The toxically racist ape characterization has been pushed to the margins of the public square. Nevertheless, a growing body of research shows that it has maintained a pernicious grip on the U.S. imagination. It is especially problematic in the criminal justice system, where subhuman treatment of African-Americans remains strikingly visible.
That message comes through powerfully in research by several social scientists, but particularly in the work of the Stanford University psychologist Jennifer Eberhardt and Phillip Atiba Goff, president of the Center for Policing Equity at John Jay College in New York. In six studies published with collaborators a decade ago, Goff and Eberhardt found that even younger study participants who were born since the civil rights revolution and claimed to know nothing of the ape caricature of blackness were swayed by it when making judgments about black people. In one study, white male undergraduates who were subliminally exposed to words associated with apes — for example, “chimp” or “gorilla” — were more likely to condone the beating of those in police custody when they thought that the suspect was black.

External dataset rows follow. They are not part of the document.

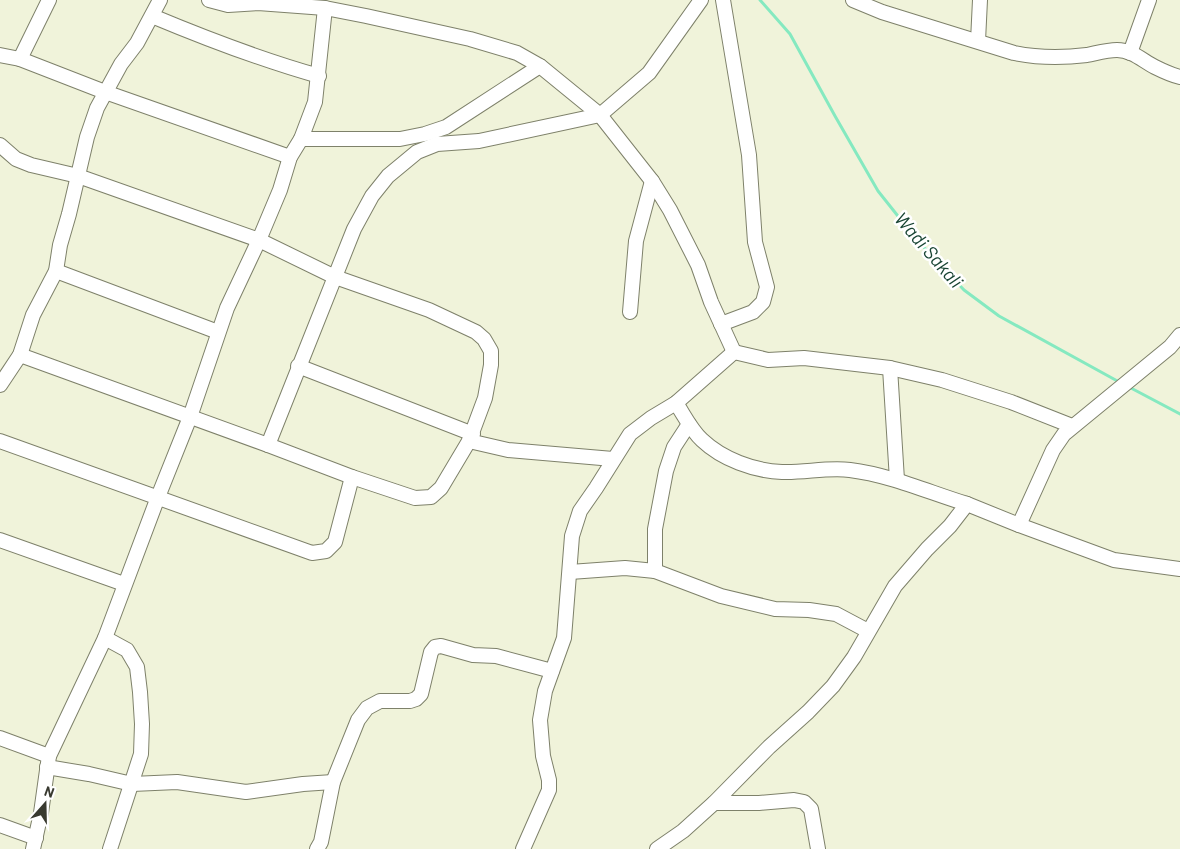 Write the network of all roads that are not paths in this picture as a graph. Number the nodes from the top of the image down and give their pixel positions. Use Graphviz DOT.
graph roads {
  1 [pos="49,0"];
  2 [pos="160,0"];
  3 [pos="209,0"];
  4 [pos="701,0"];
  5 [pos="723,0"];
  6 [pos="853,0"];
  7 [pos="980,0"];
  8 [pos="1149,0"];
  9 [pos="325,8"];
  10 [pos="152,16"];
  11 [pos="978,41"];
  12 [pos="1130,53"];
  13 [pos="0,55"];
  14 [pos="20,59"];
  15 [pos="540,66"];
  16 [pos="319,76"];
  17 [pos="1180,77"];
  18 [pos="105,92"];
  19 [pos="600,115"];
  20 [pos="426,134"];
  21 [pos="301,139"];
  22 [pos="437,144"];
  23 [pos="0,145"];
  24 [pos="290,157"];
  25 [pos="78,176"];
  26 [pos="652,181"];
  27 [pos="259,240"];
  28 [pos="56,271"];
  29 [pos="336,277"];
  30 [pos="630,312"];
  31 [pos="720,324"];
  32 [pos="218,332"];
  33 [pos="1180,335"];
  34 [pos="734,352"];
  35 [pos="20,354"];
  36 [pos="298,366"];
  37 [pos="890,368"];
  38 [pos="0,385"];
  39 [pos="676,403"];
  40 [pos="190,417"];
  41 [pos="690,424"];
  42 [pos="1072,426"];
  43 [pos="471,437"];
  44 [pos="0,441"];
  45 [pos="268,445"];
  46 [pos="613,459"];
  47 [pos="352,478"];
  48 [pos="897,480"];
  49 [pos="158,497"];
  50 [pos="967,504"];
  51 [pos="1019,526"];
  52 [pos="0,540"];
  53 [pos="1180,569"];
  54 [pos="656,571"];
  55 [pos="570,572"];
  56 [pos="124,584"];
  57 [pos="868,631"];
  58 [pos="105,638"];
  59 [pos="552,671"];
  60 [pos="0,738"];
  61 [pos="48,762"];
  62 [pos="334,782"];
  63 [pos="132,784"];
  64 [pos="714,803"];
  65 [pos="0,825"];
  66 [pos="34,844"];
  67 [pos="110,849"];
  68 [pos="317,849"];
  69 [pos="523,849"];
  70 [pos="657,849"];
  71 [pos="818,849"];
  1 -- 14 [label="street"];
  2 -- 10 [label="street"];
  3 -- 9 [label="street"];
  4 -- 19 [label="street"];
  5 -- 31 [label="street"];
  6 -- 11 [label="street"];
  7 -- 11 [label="street"];
  8 -- 12 [label="street"];
  9 -- 15 [label="street"];
  9 -- 16 [label="street"];
  10 -- 16 [label="street"];
  10 -- 18 [label="street"];
  11 -- 12 [label="street"];
  12 -- 17 [label="street"];
  13 -- 14 [label="street"];
  14 -- 18 [label="street"];
  15 -- 19 [label="street"];
  15 -- 20 [label="street"];
  16 -- 21 [label="street"];
  18 -- 24 [label="street"];
  18 -- 25 [label="street"];
  19 -- 22 [label="street"];
  19 -- 26 [label="street"];
  20 -- 21 [label="street"];
  20 -- 22 [label="street"];
  21 -- 24 [label="street"];
  22 -- 29 [label="street"];
  23 -- 25 [label="street"];
  24 -- 27 [label="street"];
  25 -- 27 [label="street"];
  25 -- 28 [label="street"];
  26 -- 30 [label="street"];
  26 -- 31 [label="street"];
  27 -- 29 [label="street"];
  27 -- 32 [label="street"];
  28 -- 32 [label="street"];
  28 -- 35 [label="street"];
  29 -- 36 [label="street"];
  29 -- 43 [label="street"];
  31 -- 34 [label="street"];
  32 -- 40 [label="street"];
  33 -- 42 [label="street"];
  34 -- 37 [label="street"];
  34 -- 39 [label="street"];
  35 -- 38 [label="street"];
  35 -- 40 [label="street"];
  36 -- 43 [label="street"];
  36 -- 45 [label="street"];
  37 -- 42 [label="street"];
  37 -- 48 [label="street"];
  39 -- 41 [label="street"];
  39 -- 46 [label="street"];
  40 -- 45 [label="street"];
  40 -- 49 [label="street"];
  41 -- 48 [label="street"];
  41 -- 54 [label="street"];
  42 -- 51 [label="street"];
  43 -- 46 [label="street"];
  43 -- 47 [label="street"];
  44 -- 49 [label="street"];
  45 -- 47 [label="street"];
  46 -- 55 [label="street"];
  47 -- 49 [label="street"];
  48 -- 50 [label="street"];
  49 -- 56 [label="street"];
  50 -- 51 [label="street"];
  50 -- 57 [label="street"];
  51 -- 53 [label="street"];
  52 -- 56 [label="street"];
  54 -- 55 [label="street"];
  54 -- 57 [label="street"];
  55 -- 59 [label="street"];
  56 -- 58 [label="street"];
  57 -- 64 [label="street"];
  58 -- 61 [label="street"];
  58 -- 63 [label="street"];
  59 -- 62 [label="street"];
  59 -- 69 [label="street"];
  60 -- 61 [label="street"];
  61 -- 63 [label="street"];
  61 -- 66 [label="street"];
  62 -- 63 [label="street"];
  62 -- 68 [label="street"];
  63 -- 67 [label="street"];
  64 -- 70 [label="street"];
  64 -- 71 [label="street"];
  65 -- 66 [label="street"];
}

In another study, the authors analyzed death penalty cases covered in The Philadelphia Inquirer between 1979 and 1999. They found that black defendants convicted of capital crimes were four times more likely than whites convicted of capital crimes to be described with labels associated with apes, such as “savage,” “brute” or “beast.” The researchers also discovered that defendants who were implicitly portrayed as more apelike in the newspaper were more likely to be executed by the state.
This process of dehumanization often leads Americans to view African-American men as larger and more fearsome than they are. This pattern of misperception is troubling. Police officers are often exonerated for killing civilians on the premise that they fired their weapons out of fear for their lives. This issue famously came up in the 2014 killing of Dontre Hamilton, an unarmed black man in Milwaukee who was shot 14 times by Officer Christopher Manney. Manney later portrayed Hamilton as hulking and muscular, saying he feared being “overpowered.” An autopsy showed that Hamilton was actually of modest build — 5 feet, 7 inches tall and 169 pounds.

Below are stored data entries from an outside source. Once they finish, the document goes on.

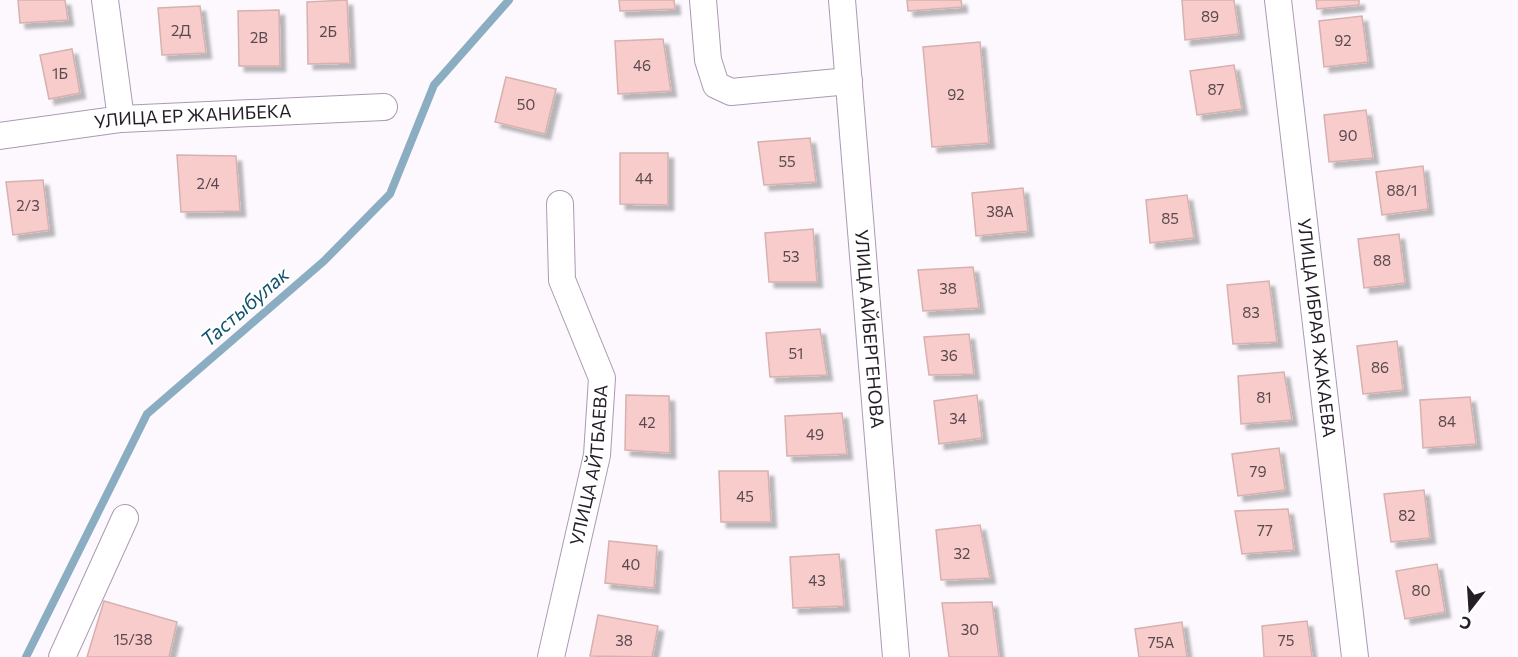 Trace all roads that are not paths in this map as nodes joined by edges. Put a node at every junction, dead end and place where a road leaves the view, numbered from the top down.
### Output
1 (105, 0) edge
2 (703, 0) edge
3 (842, 0) edge
4 (1278, 0) edge
5 (849, 81) junction
6 (384, 107) dead end
7 (122, 119) junction
8 (0, 136) edge
9 (560, 204) dead end
10 (125, 518) dead end
11 (63, 657) edge
12 (551, 657) edge
13 (896, 657) edge
14 (1354, 657) edge

1 - 7 street
2 - 5 street
3 - 5 street, УЛИЦА АЙБЕРГЕНОВА
4 - 14 street, УЛИЦА ИБРАЯ ЖАКАЕВА
5 - 13 street, УЛИЦА АЙБЕРГЕНОВА
6 - 7 street, УЛИЦА ЕР ЖАНИБЕКА
7 - 8 street, УЛИЦА ЕР ЖАНИБЕКА
9 - 12 street, УЛИЦА АЙТБАЕВА
10 - 11 street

The tragedy of 12-year-old Tamir Rice, who was killed by a Cleveland police officer in 2014 while playing with a toy gun, fits this pattern. An officer at the scene described him as being 20 years old. Black children are often seen as significantly older and more menacing than they actually are. And, research suggests, the automatic presumption of threat provoked by a black face applies even the when the face belongs to a 5-year-old.
Goff and his colleagues published a striking set of studies the year Tamir was killed. They found that when a group of mainly white college students were shown photographs of white, black and Latino children, they overestimated the ages of black children by an average of 4.5 years. In other words, they perceived 13-year-old boys as adult men — and viewed black children as more culpable for crimes.

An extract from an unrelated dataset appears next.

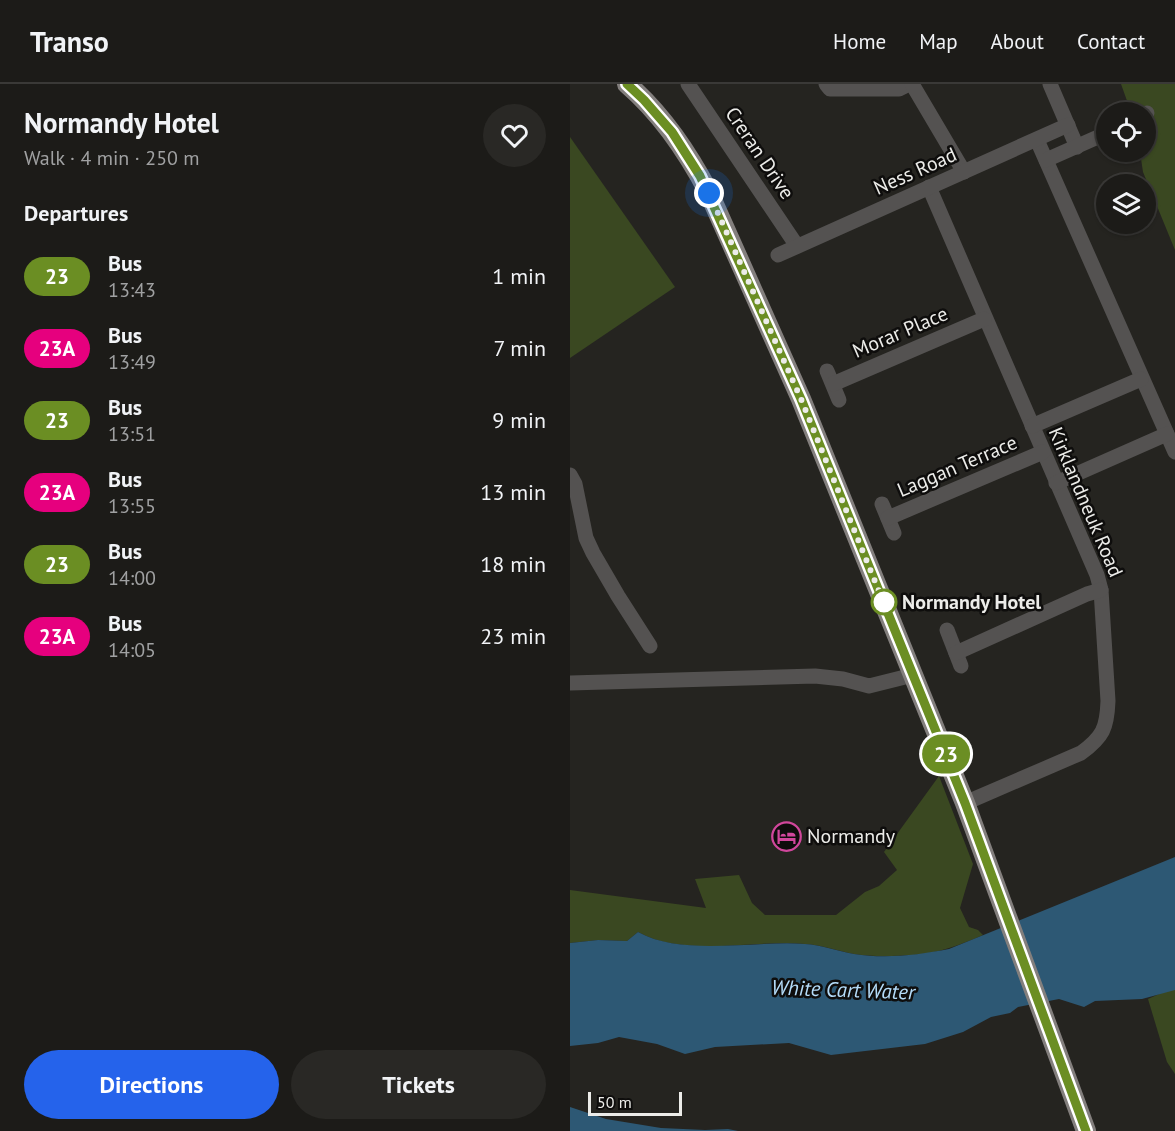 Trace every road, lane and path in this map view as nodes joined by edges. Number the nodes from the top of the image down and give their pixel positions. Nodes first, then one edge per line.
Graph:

The ape caricature plays a role here, too. The more participants associated black people with apes, the authors showed, the greater the discrepancy between their guesses of the ages of black children and their actual ages — and the more severely the participants judged the children’s culpability. A related analysis of police personnel records determined that officers who associated blacks with apes were more likely to have used force against a black child in custody.
The backlash that forced ABC to cancel Barr’s television series reflects a distaste for passe, plainly stated racism in a society that likes to see itself as having put bigotry behind it. Nevertheless, centuries of institutional racism — and the dehumanization of black people upon which it relied — have left an indelible imprint on how Americans process blackness.
The notion that the country might somehow move past this deeply complex, historically layered issue by assuming an attitude of “color blindness” is naive. The only real hope of doing that is to openly confront and talk about the powerful, but submerged, forms of discrimination that have long since supplanted the undisguised version.
— Brent Staples is an editorial writer for The New York Times.